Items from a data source
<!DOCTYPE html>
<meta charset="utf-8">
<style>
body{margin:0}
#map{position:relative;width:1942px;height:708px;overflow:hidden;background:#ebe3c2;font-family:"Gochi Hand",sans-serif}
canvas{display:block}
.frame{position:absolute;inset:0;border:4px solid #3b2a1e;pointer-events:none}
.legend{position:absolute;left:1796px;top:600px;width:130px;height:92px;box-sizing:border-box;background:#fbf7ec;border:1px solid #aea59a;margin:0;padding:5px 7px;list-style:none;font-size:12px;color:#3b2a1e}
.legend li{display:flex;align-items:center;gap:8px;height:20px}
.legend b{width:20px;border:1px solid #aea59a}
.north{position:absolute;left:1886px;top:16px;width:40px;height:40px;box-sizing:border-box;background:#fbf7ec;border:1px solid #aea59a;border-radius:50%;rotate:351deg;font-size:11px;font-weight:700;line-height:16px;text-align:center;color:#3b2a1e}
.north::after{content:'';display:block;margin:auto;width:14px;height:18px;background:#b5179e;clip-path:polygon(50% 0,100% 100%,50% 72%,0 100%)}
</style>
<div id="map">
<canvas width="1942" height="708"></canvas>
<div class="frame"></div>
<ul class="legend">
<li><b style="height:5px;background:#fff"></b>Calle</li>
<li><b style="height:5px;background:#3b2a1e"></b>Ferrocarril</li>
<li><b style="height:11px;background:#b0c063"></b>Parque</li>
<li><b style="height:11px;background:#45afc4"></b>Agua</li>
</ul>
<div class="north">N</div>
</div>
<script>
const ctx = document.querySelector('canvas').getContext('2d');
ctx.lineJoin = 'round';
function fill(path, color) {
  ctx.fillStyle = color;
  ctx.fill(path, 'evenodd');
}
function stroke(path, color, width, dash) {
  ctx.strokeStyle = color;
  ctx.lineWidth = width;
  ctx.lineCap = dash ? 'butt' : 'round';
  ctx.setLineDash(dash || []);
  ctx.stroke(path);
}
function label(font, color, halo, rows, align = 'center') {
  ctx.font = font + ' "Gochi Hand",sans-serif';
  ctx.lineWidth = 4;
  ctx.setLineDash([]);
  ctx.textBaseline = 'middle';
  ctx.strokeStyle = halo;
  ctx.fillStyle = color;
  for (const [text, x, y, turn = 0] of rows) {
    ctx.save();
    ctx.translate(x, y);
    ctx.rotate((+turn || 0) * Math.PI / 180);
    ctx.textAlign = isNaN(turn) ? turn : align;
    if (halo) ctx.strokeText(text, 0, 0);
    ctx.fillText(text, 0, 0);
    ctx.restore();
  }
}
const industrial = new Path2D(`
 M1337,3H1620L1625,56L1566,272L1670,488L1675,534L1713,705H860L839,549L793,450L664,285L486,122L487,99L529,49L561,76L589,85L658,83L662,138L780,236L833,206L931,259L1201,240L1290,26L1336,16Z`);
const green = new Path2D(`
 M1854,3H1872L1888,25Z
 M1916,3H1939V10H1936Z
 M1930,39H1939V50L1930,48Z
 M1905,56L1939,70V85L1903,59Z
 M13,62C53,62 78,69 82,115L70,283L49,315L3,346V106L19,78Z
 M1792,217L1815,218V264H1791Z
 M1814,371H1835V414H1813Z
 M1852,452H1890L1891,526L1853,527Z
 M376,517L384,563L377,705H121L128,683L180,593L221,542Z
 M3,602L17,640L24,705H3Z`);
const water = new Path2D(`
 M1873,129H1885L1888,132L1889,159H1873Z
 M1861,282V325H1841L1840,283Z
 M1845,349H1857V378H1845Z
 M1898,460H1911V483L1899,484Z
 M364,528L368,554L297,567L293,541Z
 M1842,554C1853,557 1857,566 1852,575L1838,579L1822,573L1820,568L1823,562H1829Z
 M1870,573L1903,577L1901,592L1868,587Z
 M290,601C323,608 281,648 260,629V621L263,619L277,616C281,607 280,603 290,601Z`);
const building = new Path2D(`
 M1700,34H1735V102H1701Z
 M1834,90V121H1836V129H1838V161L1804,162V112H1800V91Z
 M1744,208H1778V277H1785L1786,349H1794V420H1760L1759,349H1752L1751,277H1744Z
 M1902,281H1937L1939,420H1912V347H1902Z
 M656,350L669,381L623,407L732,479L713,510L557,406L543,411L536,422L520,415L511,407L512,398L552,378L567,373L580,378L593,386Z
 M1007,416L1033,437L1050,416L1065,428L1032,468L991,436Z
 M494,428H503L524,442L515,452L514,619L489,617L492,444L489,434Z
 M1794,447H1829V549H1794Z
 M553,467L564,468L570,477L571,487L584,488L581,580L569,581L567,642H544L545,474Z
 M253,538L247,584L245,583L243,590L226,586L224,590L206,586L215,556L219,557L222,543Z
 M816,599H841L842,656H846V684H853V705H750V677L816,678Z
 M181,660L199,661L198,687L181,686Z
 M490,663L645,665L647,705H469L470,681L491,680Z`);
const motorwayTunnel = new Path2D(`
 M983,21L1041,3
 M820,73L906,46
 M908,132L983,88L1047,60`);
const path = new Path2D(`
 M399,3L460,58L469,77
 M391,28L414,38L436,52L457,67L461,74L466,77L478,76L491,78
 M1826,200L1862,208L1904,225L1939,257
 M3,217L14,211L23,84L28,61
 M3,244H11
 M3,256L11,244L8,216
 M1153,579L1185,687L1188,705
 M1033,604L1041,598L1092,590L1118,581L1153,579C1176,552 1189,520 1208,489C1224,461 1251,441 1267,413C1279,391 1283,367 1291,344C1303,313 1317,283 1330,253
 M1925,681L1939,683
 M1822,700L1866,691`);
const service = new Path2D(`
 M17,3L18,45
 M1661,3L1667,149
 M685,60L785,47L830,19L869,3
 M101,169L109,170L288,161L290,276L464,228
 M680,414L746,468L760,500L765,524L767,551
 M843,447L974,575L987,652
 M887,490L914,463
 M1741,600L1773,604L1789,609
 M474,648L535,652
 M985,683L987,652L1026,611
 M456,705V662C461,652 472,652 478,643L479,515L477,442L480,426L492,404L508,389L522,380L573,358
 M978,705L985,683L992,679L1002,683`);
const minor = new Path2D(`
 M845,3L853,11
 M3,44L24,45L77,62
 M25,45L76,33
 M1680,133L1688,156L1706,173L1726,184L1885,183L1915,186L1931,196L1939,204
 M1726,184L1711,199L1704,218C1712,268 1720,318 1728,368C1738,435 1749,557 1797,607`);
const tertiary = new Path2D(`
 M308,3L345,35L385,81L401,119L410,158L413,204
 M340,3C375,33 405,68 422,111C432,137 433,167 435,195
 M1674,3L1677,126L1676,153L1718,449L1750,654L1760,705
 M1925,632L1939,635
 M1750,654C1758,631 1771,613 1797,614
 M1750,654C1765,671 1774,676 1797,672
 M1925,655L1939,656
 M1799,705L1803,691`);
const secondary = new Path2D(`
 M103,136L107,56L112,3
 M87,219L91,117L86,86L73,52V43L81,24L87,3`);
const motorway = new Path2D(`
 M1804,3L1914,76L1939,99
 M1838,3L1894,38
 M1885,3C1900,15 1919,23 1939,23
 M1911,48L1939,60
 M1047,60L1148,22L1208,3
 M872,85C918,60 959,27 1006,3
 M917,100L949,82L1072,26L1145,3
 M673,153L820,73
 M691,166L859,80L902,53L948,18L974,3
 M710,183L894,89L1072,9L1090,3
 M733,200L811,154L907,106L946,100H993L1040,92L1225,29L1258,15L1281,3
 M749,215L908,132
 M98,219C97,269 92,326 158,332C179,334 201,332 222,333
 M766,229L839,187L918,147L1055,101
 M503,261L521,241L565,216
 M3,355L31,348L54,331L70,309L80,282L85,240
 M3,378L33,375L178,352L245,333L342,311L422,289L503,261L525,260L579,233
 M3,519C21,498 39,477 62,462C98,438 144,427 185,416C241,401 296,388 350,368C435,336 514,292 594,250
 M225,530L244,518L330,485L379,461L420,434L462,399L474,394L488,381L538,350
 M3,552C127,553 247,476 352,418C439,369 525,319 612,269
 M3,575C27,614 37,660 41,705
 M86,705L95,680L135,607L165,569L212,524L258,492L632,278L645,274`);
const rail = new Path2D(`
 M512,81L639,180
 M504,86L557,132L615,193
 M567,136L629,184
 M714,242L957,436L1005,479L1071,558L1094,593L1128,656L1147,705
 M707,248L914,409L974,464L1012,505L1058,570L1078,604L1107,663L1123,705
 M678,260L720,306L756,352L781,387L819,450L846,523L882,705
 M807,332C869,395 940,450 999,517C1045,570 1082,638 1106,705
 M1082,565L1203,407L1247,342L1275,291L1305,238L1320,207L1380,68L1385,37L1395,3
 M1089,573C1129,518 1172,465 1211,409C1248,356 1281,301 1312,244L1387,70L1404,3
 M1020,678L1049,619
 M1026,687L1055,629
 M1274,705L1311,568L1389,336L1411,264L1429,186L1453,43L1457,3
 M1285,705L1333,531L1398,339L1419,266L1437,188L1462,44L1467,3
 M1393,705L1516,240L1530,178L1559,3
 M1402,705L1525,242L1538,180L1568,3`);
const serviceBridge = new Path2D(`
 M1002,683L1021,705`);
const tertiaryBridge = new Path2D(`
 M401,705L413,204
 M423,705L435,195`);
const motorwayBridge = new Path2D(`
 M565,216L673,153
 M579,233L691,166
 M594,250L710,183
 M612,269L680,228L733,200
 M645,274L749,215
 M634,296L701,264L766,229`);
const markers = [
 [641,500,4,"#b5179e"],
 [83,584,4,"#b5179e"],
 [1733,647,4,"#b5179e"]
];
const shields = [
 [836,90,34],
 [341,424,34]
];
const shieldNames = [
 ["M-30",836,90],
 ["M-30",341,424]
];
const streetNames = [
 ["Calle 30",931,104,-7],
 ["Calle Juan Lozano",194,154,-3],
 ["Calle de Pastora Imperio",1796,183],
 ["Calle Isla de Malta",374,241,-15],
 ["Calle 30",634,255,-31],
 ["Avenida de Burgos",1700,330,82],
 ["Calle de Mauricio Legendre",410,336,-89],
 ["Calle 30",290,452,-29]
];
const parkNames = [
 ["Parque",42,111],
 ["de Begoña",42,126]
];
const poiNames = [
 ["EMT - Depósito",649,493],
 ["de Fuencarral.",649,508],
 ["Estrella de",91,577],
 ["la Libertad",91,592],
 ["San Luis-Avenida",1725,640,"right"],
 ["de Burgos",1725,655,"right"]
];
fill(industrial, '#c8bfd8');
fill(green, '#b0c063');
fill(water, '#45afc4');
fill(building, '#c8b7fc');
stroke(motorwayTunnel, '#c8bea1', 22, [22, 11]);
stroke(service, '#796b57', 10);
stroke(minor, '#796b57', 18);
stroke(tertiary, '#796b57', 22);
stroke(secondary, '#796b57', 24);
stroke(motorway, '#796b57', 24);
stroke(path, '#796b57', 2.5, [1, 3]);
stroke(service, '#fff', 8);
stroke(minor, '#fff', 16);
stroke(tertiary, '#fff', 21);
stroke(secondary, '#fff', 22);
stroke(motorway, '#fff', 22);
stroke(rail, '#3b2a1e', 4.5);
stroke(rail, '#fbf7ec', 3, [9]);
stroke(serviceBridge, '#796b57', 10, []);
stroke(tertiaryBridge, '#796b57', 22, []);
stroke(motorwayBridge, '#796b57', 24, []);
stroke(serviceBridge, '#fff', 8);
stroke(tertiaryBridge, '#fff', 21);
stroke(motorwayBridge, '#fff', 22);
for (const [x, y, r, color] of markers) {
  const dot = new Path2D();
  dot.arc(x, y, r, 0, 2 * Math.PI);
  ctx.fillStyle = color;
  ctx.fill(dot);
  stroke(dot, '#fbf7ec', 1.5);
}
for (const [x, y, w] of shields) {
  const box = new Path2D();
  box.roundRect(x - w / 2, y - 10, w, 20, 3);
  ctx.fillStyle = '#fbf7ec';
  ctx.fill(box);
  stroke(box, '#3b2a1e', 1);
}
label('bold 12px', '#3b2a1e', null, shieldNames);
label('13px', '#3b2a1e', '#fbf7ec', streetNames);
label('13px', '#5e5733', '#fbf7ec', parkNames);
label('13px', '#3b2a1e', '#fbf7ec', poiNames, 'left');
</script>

Action item — Among the entries, find each line that includes the string "strokeStyle" and copy it.

Exercise output —
  ctx.strokeStyle = color;
  ctx.strokeStyle = halo;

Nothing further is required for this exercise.